Everyone in Israel is talking about the explosion of violent crime among Arab citizens. As of today there have been 95 murders of Israeli Arabs in 2021. Extrapolated to 12 months and divided by the Arab population of Israel, this comes out to an annual rate of 6 murders per 100,000 people. This does not approach Chicago’s murder rate of 29 per 100,000 (in Chicago’s black community this number rises to 66!), or El Salvador’s 52, but it is still 12 times greater than the 0.5 per 100,000 rate among Israel’s Jews.

It’s also true that the police solve fewer cases in the Arab community. Ha’aretz reported that only 23% of murders with Arab victims were solved, compared to 71% of those in which Jews were murdered. So why are there more murders of Arabs, and why aren’t the police solving them? There are numerous reasons.

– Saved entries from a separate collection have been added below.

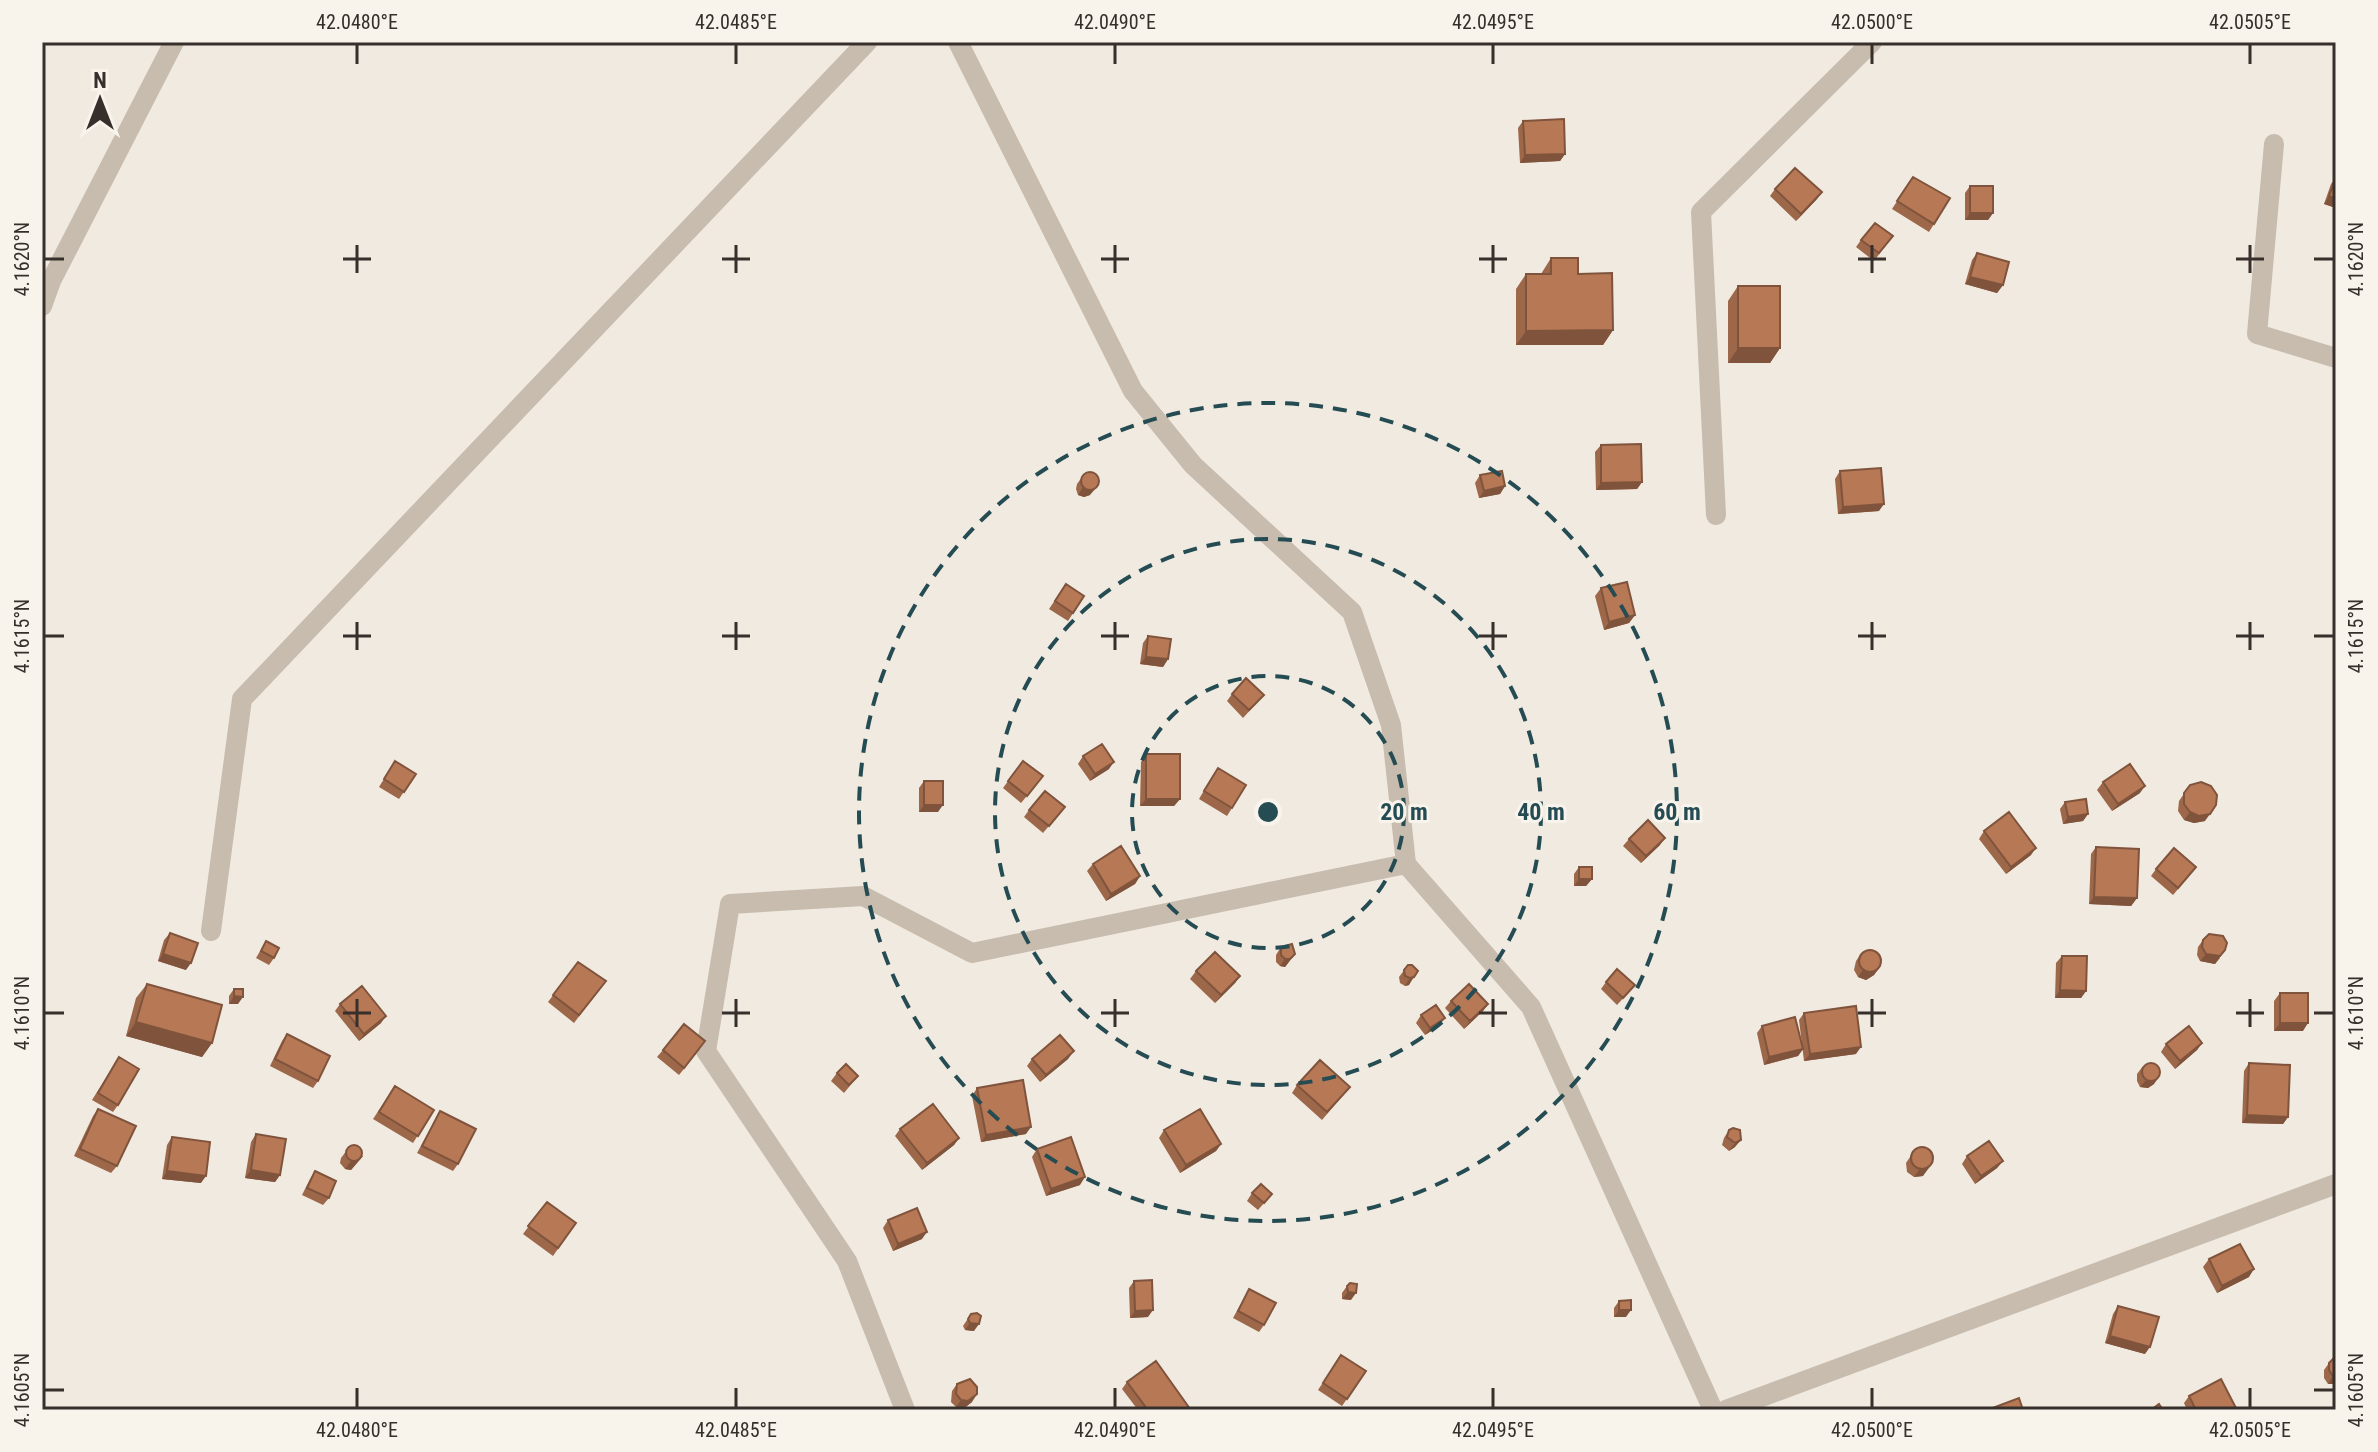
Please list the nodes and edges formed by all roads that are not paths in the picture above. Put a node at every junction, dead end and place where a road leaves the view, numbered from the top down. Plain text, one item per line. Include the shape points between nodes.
1 (174, 42) edge
2 (867, 42) edge
3 (958, 42) edge
4 (1872, 42) edge
5 (2274, 144) dead end
6 (42, 306) edge
7 (2336, 358) edge
8 (1716, 515) dead end
9 (1406, 864) junction
10 (211, 931) dead end
11 (2336, 1184) edge
12 (905, 1410) edge
13 (1713, 1410) edge
14 (1726, 1410) edge

1 - 6 street
2 - 10 street via 242,699
3 - 9 street via 1133,391 1193,465 1352,612 1391,725
4 - 8 street via 1701,212
5 - 7 street via 2257,334
9 - 12 street via 972,953 863,896 730,904 706,1051 847,1261
9 - 13 street via 1531,1007
11 - 14 street

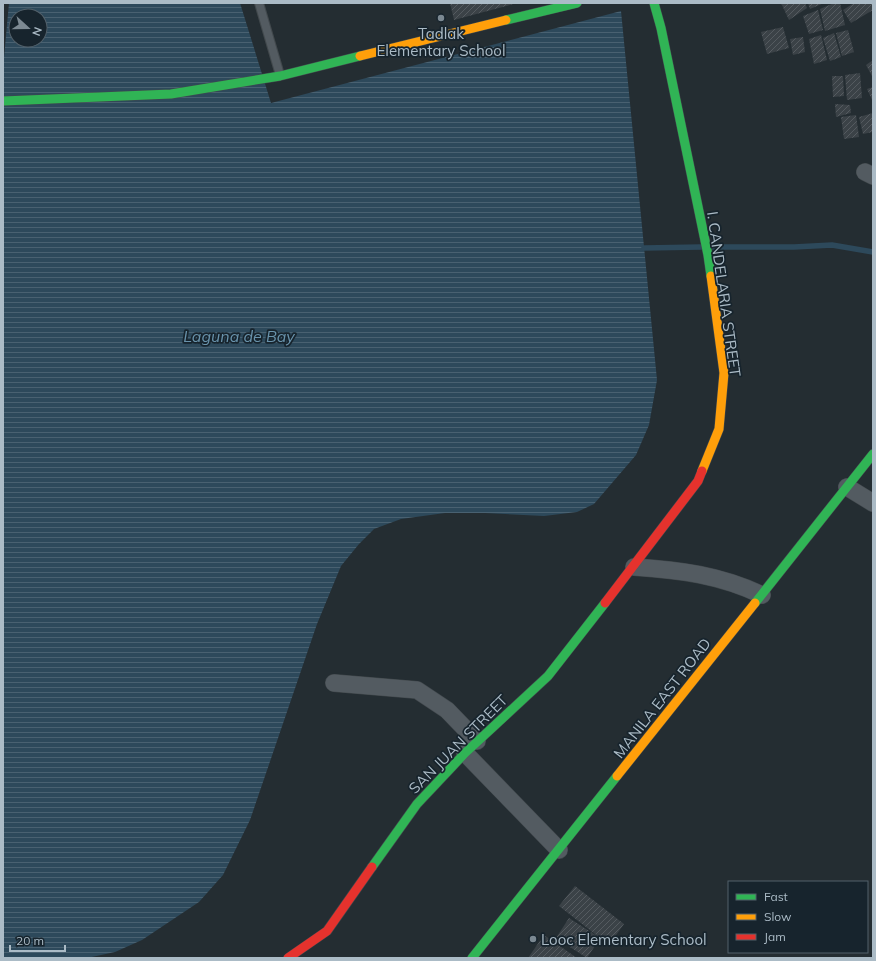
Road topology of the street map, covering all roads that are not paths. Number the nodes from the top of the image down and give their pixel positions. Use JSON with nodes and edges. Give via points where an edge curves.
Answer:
{"nodes":[{"id":1,"x":260,"y":3,"type":"edge"},
{"id":2,"x":577,"y":3,"type":"edge"},
{"id":3,"x":654,"y":3,"type":"edge"},
{"id":4,"x":280,"y":76,"type":"junction"},
{"id":5,"x":3,"y":101,"type":"edge"},
{"id":6,"x":873,"y":454,"type":"edge"},
{"id":7,"x":847,"y":487,"type":"junction"},
{"id":8,"x":873,"y":503,"type":"edge"},
{"id":9,"x":634,"y":568,"type":"junction"},
{"id":10,"x":762,"y":596,"type":"junction"},
{"id":11,"x":334,"y":683,"type":"dead end"},
{"id":12,"x":477,"y":741,"type":"junction"},
{"id":13,"x":465,"y":753,"type":"junction"},
{"id":14,"x":559,"y":850,"type":"junction"},
{"id":15,"x":288,"y":958,"type":"edge"},
{"id":16,"x":472,"y":958,"type":"edge"}],
"edges":[{"from":1,"to":4,"type":"lane"},
{"from":2,"to":4,"type":"street"},
{"from":3,"to":9,"type":"street","name":"I. CANDELARIA STREET","via":[[708,256],[724,373],[719,429],[698,481]]},
{"from":4,"to":5,"type":"street","via":[[170,94]]},
{"from":6,"to":7,"type":"street","name":"MANILA EAST ROAD"},
{"from":7,"to":8,"type":"street"},
{"from":7,"to":10,"type":"street","name":"MANILA EAST ROAD"},
{"from":9,"to":10,"type":"street","via":[[676,570],[718,578]]},
{"from":9,"to":12,"type":"street","name":"SAN JUAN STREET","via":[[548,676]]},
{"from":10,"to":14,"type":"street","name":"MANILA EAST ROAD"},
{"from":11,"to":12,"type":"street","via":[[417,690],[447,710]]},
{"from":12,"to":13,"type":"street","name":"SAN JUAN STREET"},
{"from":13,"to":14,"type":"street"},
{"from":13,"to":15,"type":"street","name":"SAN JUAN STREET","via":[[418,804],[326,931]]},
{"from":14,"to":16,"type":"street","name":"MANILA EAST ROAD"}]}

Let’s take the number of murders first. One important subgroup consists of women murdered by family members “to preserve family honor,” which means that either they engaged in illicit sexual activity, gave the impression that they did, or disobeyed the family’s instructions regarding marriage or life-style. Many of the 13 Arab women murdered so far this year fall into this category, although it’s not easy to be sure, since it is difficult to find witnesses who will testify in such cases.

Then there is the problem of organized criminals who engage in turf wars, which seems to be a significant problem this year. This is exacerbated by the large number of weapons in their hands. Although Israel has strict gun laws, Arab criminals have homemade “Carlo” automatic rifles or weapons stolen from the IDF in one of the embarrassing break-ins to IDF bases.

The number of murders is multiplied by the tradition that honor requires revenge. So when someone is killed, family members seek revenge, sometimes by murdering family members of the killer if it’s not possible to reach the presumed killer himself.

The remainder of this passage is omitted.